There are as many versions of cranberry sauce as there are cooks. All involve some sort of sweetener, as cranberries are unbearably tart without it. Most recipes include “warm” spices such as cinnamon, cloves, nutmeg and ginger, and oranges and other citrus made appearances often, too. Here is my recipe, but feel free to modify it as you will.
Wild Cranberry Sauce
I had access to wild cranberries, so I used them. But honestly, they are not very different from the kind you buy in the store. Cultivated cranberries are a little larger than wild, but they are similarly tart. You can also skip the maple syrup and use sugar, but if you do, you will need to add a full cup of water. I like the maple syrup because it is a very American sweetener. Honey is another good alternative.
Once you make this recipe, it will keep in the fridge for weeks, if not months. Cranberries contain a natural preservative that helps them stay fresh for long periods in the cold.

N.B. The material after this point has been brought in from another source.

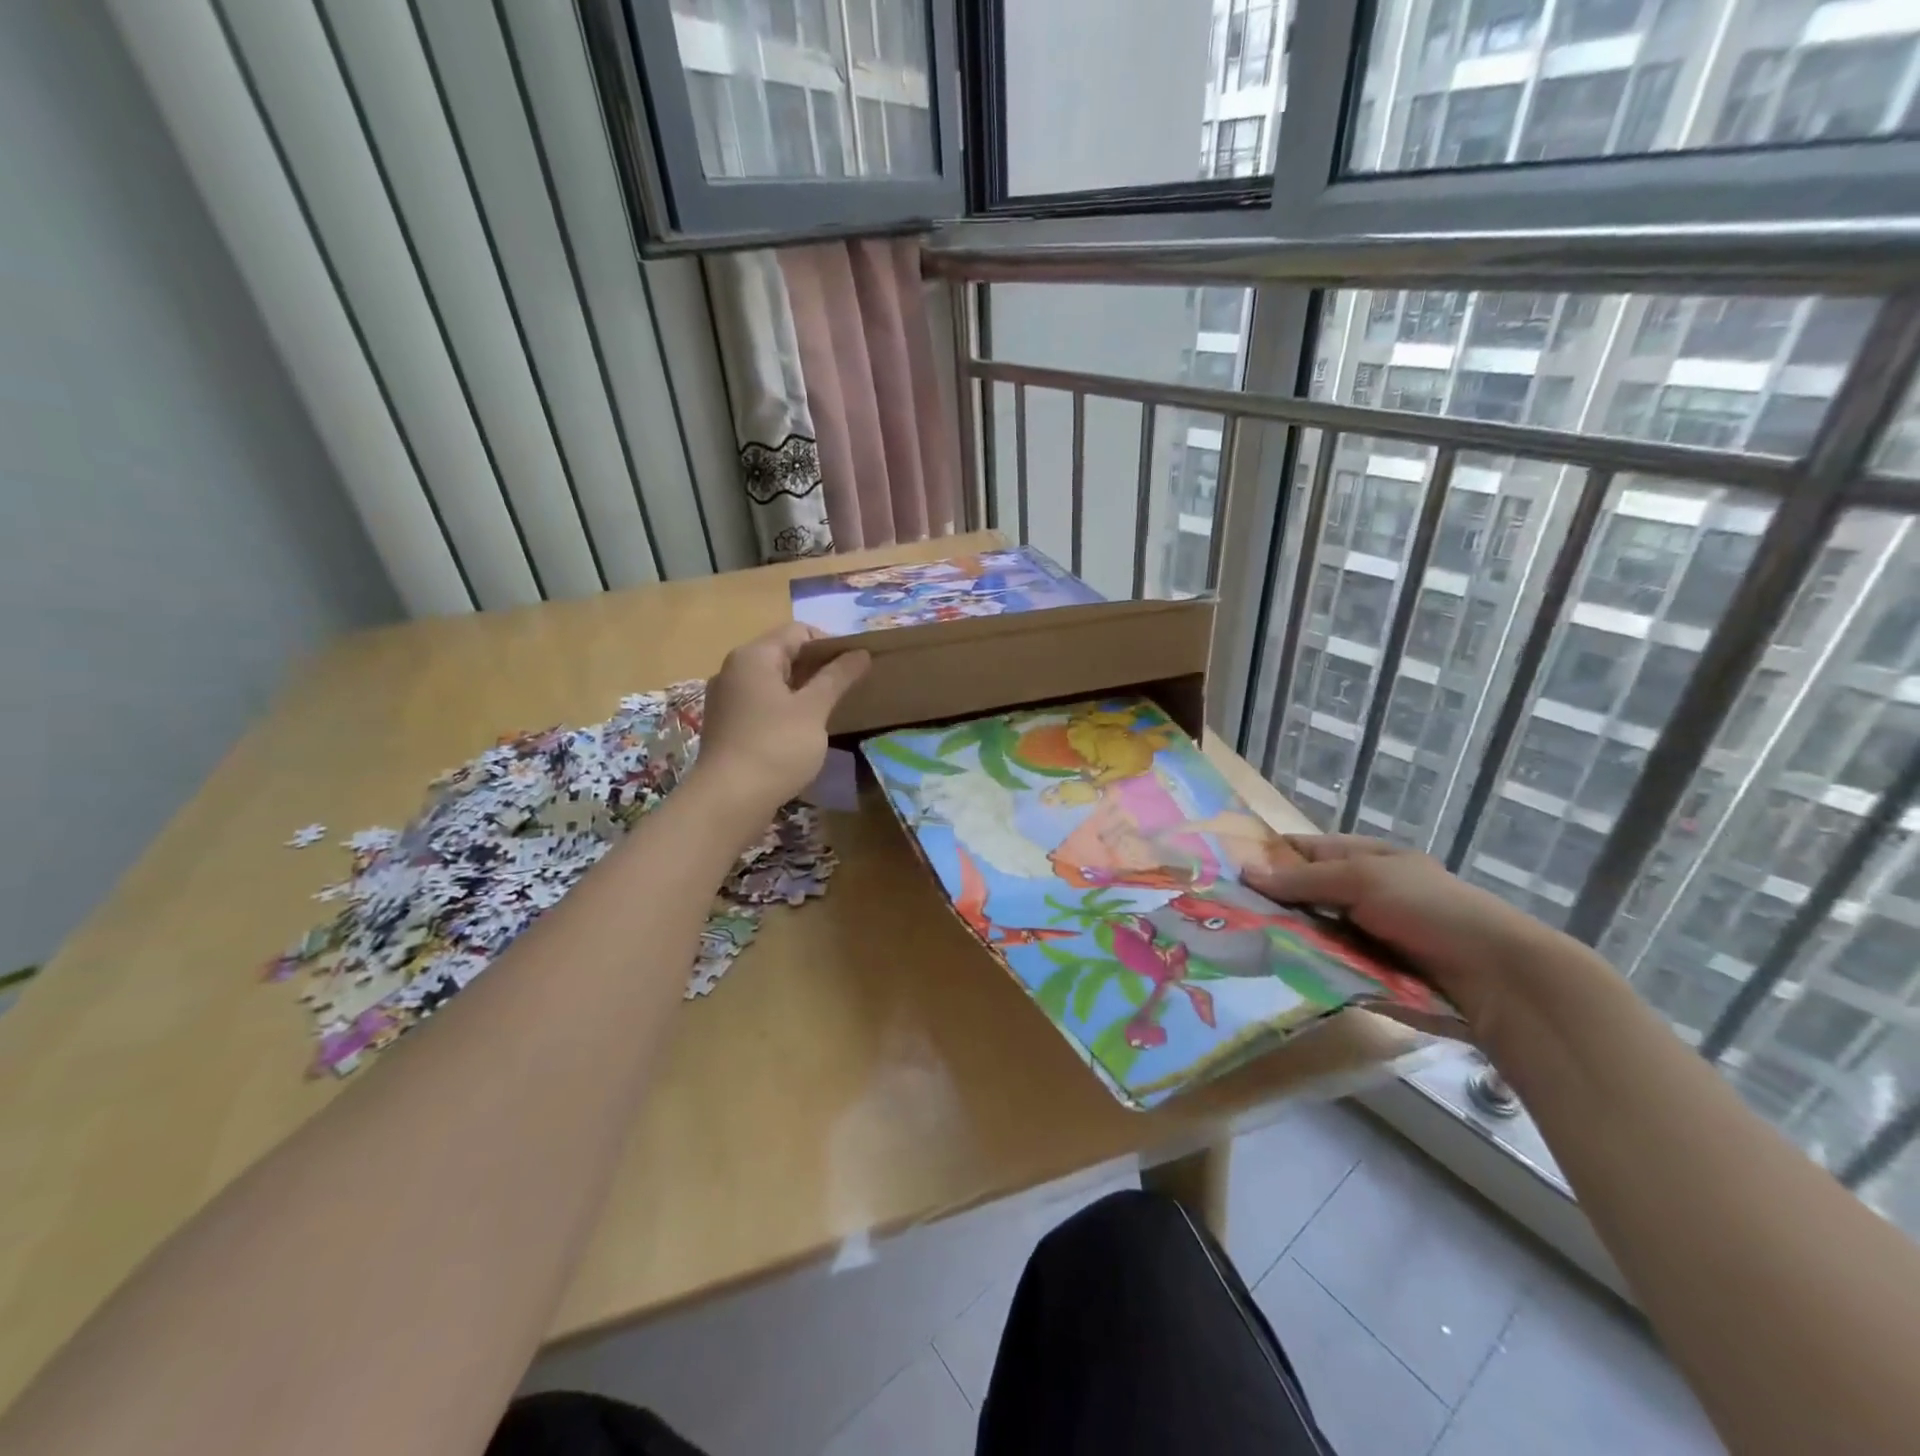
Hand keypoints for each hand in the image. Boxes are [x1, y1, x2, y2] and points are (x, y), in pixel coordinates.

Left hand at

Use it for any wild game meat, or with pork, turkey or chicken.
Makes about 3 cups.
Prep Time: 5 minutes
Cook Time: 20 minutes
- Zest of 1 orange, cut into large pieces and pith removed
- 4 cups cranberries
- 1 cup maple syrup
- 1/4 cup water
- 1 teaspoon apple pie spice, or 1/4 teaspoon each of clove, cinnamon, nutmeg and ginger
__________
- Combine all the ingredients in a heavy pot and turn the heat to medium. Bring everything to a boil, then simmer gently until all the cranberries have burst and the liquid has reduced somewhat, about 20 minutes. Remove the orange zest and chill the sauce. It should thicken dramatically once it’s cold. Serve chilled or at room temperature.










I’m making cranberry sauce this afternoon to use as glaze for tomorrow’s ham. I hadn’t thought of orange zest, great idea. With four pounds of berries, I have plenty to try several variations.
There are a lot of damp areas in clearings in our woodlot so I’ve been considering planting vines. Maybe this coming year, while I’m concentrating more on food, will be the year.
Merry Christmas!
Happy Holidays!
Here in Mexico fresh cranberries are hard to find. I saw canned sauce at autum and winter in Walmart last year or the year before, but seems it didn´t sell so well, because I don´t see them this year. Dried cranberries, juice and beverages are another story. They are becoming pretty common.
So, can dried cranberries be used to make sauce? Are they worth the try? Any adjustments?